Manny Machado of the San Diego Padres is on pace for a potential Hall of Fame career.
MLB.com recently published a piece in which they named one future Hall of Famer for each team. For the San Diego Padres, it was third baseman Manny Machado. If you read the article, you’ll see that some of the names on the list were a stretch, to say the least. Yet Machado actually is a strong Hall of Fame candidate, if he continues on this path for the next several years.
Let’s take a look at what he’s accomplished so far. At 28 years old, he’s amassed a career WAR of 39.8, which is already good for 39th on the all-time list. Third base has traditionally been a tough position as far as making the Hall is concerned; there are only 15 total that have gained election (though Adrian Beltre is a no-doubter when he becomes eligible).
The average career WAR for a Hall of Fame third baseman is 68.4, and Machado is already over halfway there. If he were to average 3.6 WAR over the next eight seasons – until he’s 36 – that would put him at 68.6. Given that he’s coming off a 2020 season in which he posted a 3.1 WAR in just 60 games, though it’s going to be a lot of work, it seems reasonable.
Would that indeed be enough? It might be, yet Scott Rolen has a 70.1 career WAR and hasn’t gotten in yet, though his case seems to be gaining momentum.
Of course, we don’t just have to look at WAR; we can look at other statistics and see how he compares to other Hall of Famers through their age-27 seasons. Right now, Machado has 223 home runs, 645 RBIs, 1,268 hits, and 244 doubles. Let’s compare that to:
- Adrian Beltre: 191 home runs, 686 RBIs, 1,269 hits, 251 doubles
- Chipper Jones: 153 home runs, 524 RBIs, 871 hits, 166 doubles
- George Brett: 98 home runs, 579 RBIs, 1,257 hits, 244 doubles
- Paul Molitor: 60 home runs, 287 RBIs, 909 hits, 148 doubles
- Wade Boggs: 24 home runs, 251 RBIs, 771 hits, 131 doubles
Also, to this point, Machado’s career OPS of .825 is higher than that of Adrian Beltre (.819) and Paul Molitor (.817) and compares favorably to that of Ron Santo (.826).

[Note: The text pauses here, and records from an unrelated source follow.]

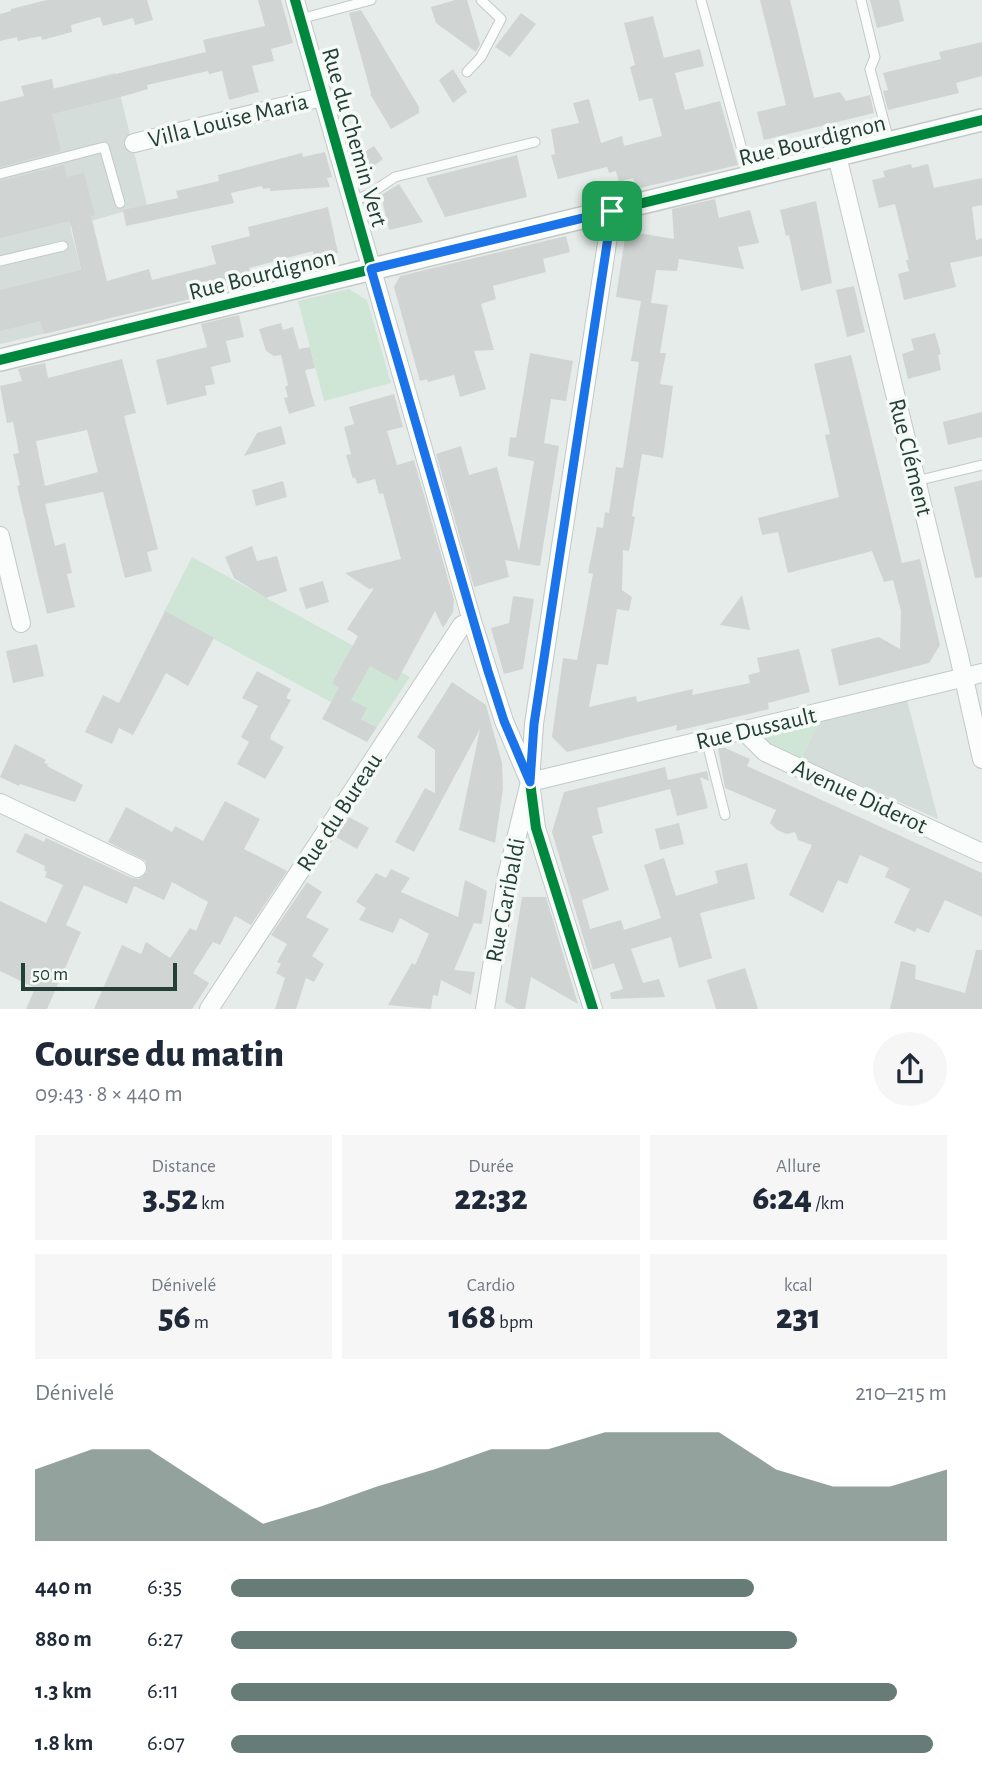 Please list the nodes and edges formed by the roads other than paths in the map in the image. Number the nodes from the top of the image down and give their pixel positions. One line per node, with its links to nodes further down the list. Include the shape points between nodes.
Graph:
1 (295, 0): 6 (street, Rue du Chemin Vert)
2 (371, 0): 6 (lane)
3 (481, 0): 7 (lane, via 501,19 481,58)
4 (701, 0): 15 (lane)
5 (861, 0): 12 (lane, via 875,57 870,69)
6 (300, 19): 8 (street, Rue du Chemin Vert)
7 (467, 72)
8 (322, 97): 11 (street, Villa Louise Maria); 16 (street, Rue du Chemin Vert)
9 (982, 120): 12 (street, Rue Bourdignon)
10 (535, 142): 16 (lane, via 395,177)
11 (134, 143)
12 (890, 143): 13 (street, Rue Bourdignon)
13 (838, 156): 15 (street, Rue Bourdignon); 24 (street, Rue Clément)
14 (0, 174): 17 (lane, via 104,147)
15 (750, 177): 18 (street, Rue Bourdignon)
16 (352, 201): 21 (street, Rue du Chemin Vert)
17 (120, 203)
18 (612, 211): 21 (street, Rue Bourdignon); 33 (street, Rue Garibaldi, via 534,724)
19 (63, 246): 20 (lane)
20 (0, 261)
21 (371, 269): 22 (street, Rue Bourdignon); 26 (street, Rue du Chemin Vert)
22 (0, 360)
23 (982, 466): 24 (lane)
24 (916, 481): 29 (street, Rue Clément)
25 (0, 536): 27 (street)
26 (472, 621): 33 (street, Rue du Chemin Vert, via 504,721); 38 (street, Rue du Bureau, via 462,625)
27 (21, 623)
28 (982, 673): 29 (street, Rue Dussault)
29 (964, 678): 30 (street, Rue Dussault); 32 (street, Rue Clément)
30 (744, 731): 31 (street, Rue Dussault); 36 (street, Avenue Diderot, via 765,752)
31 (706, 739): 33 (street, Rue Dussault); 35 (lane)
32 (982, 759)
33 (530, 782): 39 (street, Rue Garibaldi, via 507,876); 40 (street, Rue du Chemin Vert, via 536,828)
34 (0, 803): 37 (street)
35 (725, 815)
36 (982, 853)
37 (137, 868)
38 (209, 1009)
39 (485, 1009)
40 (593, 1009)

Now, these players were all productive well into their 30s, which is what Machado will have to do, but we can see that he compares favorably to these players through their age-27 seasons (though some, such as Boggs, got a later start in their careers).

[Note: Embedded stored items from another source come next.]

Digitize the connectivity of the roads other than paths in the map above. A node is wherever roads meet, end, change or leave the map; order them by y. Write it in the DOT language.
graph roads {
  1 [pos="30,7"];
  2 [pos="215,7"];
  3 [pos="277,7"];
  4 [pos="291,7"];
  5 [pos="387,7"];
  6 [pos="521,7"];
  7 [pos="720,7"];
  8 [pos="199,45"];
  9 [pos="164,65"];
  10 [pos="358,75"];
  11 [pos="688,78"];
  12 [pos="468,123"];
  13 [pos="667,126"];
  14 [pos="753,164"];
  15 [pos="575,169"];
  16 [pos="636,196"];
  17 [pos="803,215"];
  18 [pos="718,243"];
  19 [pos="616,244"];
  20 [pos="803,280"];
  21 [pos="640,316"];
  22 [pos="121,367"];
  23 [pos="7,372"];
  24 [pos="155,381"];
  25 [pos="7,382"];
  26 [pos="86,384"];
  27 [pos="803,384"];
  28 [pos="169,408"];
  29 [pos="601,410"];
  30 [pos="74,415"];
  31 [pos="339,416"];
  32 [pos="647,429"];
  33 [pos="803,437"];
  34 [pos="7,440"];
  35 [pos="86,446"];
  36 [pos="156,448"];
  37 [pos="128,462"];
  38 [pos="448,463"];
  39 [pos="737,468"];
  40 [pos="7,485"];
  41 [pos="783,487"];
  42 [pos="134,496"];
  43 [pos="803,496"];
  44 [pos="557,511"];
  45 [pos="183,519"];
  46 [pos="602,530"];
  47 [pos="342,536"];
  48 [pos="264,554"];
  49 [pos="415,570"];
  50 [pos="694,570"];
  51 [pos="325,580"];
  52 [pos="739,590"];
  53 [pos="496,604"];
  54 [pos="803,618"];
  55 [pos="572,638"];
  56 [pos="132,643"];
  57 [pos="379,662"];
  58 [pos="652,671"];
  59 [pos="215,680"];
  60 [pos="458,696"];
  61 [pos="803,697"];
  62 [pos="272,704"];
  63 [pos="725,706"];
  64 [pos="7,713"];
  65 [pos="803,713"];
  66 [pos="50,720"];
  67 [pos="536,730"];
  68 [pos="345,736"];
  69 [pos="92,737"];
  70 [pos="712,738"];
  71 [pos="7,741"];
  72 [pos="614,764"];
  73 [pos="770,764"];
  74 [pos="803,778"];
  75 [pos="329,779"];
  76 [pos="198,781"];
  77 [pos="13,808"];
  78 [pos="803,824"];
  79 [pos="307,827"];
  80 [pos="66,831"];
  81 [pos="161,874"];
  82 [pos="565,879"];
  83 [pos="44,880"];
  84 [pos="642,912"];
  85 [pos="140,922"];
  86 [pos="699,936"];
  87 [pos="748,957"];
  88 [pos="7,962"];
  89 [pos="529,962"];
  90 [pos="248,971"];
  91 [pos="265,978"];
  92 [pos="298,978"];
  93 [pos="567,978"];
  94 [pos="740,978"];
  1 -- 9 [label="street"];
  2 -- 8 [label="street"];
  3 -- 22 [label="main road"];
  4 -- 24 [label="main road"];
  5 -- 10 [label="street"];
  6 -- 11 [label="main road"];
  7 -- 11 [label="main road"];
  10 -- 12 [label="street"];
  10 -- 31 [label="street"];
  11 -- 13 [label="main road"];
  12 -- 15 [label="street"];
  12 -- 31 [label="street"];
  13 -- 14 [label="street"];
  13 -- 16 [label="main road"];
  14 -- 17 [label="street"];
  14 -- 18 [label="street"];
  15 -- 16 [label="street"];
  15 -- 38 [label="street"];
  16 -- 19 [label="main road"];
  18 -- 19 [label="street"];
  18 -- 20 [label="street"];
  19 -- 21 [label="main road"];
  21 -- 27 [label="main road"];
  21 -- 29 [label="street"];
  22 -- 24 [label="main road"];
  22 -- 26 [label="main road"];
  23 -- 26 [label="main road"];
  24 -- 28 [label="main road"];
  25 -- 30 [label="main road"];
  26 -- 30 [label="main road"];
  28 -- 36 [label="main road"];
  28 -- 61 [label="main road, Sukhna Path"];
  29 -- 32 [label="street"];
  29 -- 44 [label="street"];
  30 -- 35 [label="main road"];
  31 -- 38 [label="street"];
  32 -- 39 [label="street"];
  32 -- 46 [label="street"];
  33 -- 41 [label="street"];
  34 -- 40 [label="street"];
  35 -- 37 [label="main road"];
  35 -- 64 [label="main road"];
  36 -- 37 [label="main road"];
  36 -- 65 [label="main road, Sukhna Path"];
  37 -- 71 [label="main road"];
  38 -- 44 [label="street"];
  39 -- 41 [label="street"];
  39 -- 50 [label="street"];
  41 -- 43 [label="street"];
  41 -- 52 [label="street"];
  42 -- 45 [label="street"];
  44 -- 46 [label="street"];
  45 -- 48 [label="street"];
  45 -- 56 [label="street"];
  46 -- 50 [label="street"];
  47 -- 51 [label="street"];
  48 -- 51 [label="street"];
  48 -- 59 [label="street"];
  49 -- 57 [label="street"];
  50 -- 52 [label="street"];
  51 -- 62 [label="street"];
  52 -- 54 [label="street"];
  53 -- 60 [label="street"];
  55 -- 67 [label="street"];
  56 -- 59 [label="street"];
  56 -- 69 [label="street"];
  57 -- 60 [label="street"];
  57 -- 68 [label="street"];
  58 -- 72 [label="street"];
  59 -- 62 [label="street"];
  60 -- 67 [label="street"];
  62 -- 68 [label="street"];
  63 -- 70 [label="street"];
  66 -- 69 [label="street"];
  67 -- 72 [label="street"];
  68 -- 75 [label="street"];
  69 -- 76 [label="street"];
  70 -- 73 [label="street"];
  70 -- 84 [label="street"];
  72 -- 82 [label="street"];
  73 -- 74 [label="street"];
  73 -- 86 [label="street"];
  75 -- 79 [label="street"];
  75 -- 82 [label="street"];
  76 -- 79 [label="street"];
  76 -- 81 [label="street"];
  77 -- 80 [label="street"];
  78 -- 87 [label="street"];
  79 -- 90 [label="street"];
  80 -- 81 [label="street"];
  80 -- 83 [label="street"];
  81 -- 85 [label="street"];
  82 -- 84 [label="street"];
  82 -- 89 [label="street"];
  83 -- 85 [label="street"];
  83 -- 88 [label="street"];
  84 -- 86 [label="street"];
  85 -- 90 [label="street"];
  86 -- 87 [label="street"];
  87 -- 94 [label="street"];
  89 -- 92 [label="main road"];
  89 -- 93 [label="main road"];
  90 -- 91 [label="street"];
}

And then there’s defense; Machado owns three seasons of a defensive WAR of over 2.0 and had a great shortened season of 2020 at 0.8. He’s also won two Gold Gloves so far; while we’d like to see him win more, defense is a big part of Machado’s case, largely because of what he’s already done.

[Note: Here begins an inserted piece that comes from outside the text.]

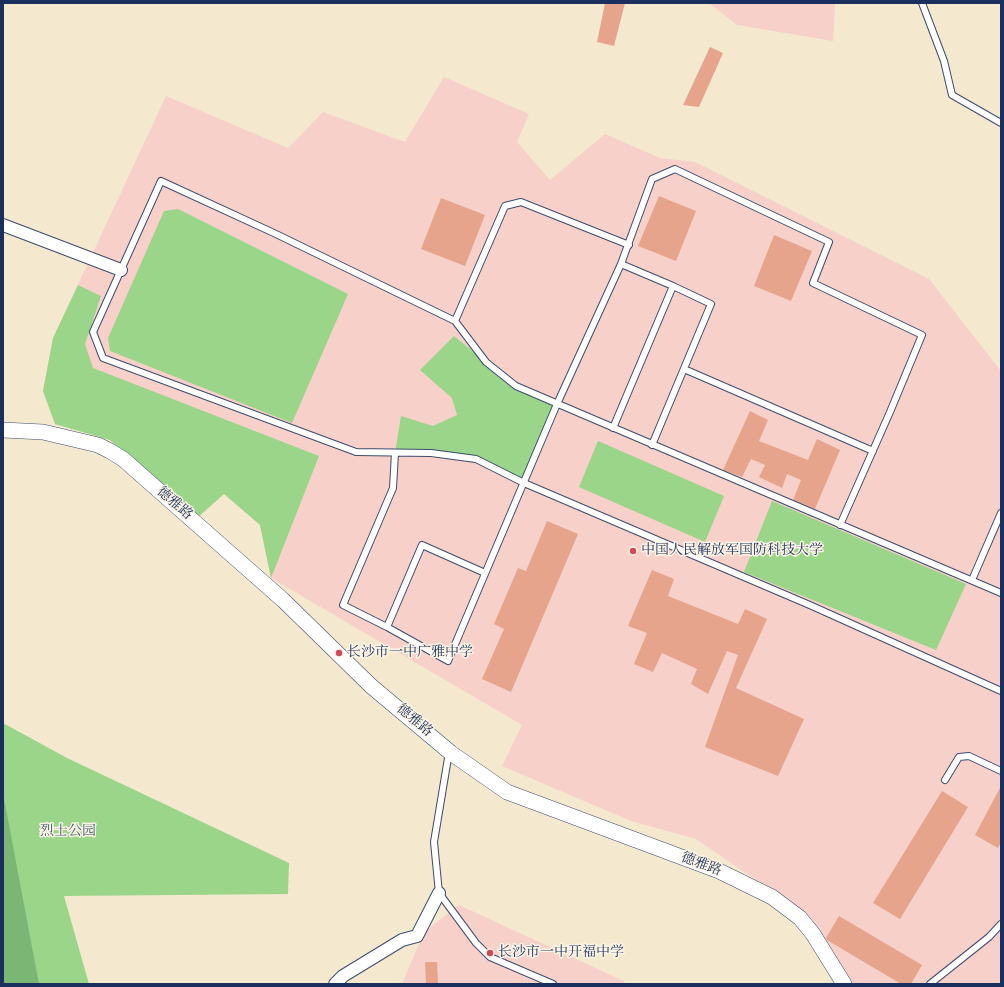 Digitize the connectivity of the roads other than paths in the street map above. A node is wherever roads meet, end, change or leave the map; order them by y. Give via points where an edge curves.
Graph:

Yet it’s not just about the numbers; it’s also about a player’s place in the game and how dominant they were compared to their contemporaries. Machado has four All-Star Game selections and four top-ten finishes in MVP voting (though he likely would have had another had he not split 2018 between leagues, with the Baltimore Orioles and Los Angeles Dodgers). He’ll likely need a few more of both in order to get serious consideration.
So as we can see, there’s a lot of work that Manny Machado needs to do to make the Hall of Fame. Yet he is certainly on track to do so if he continues down this path. Let’s hope he stars for the Padres for many more years and makes it happen.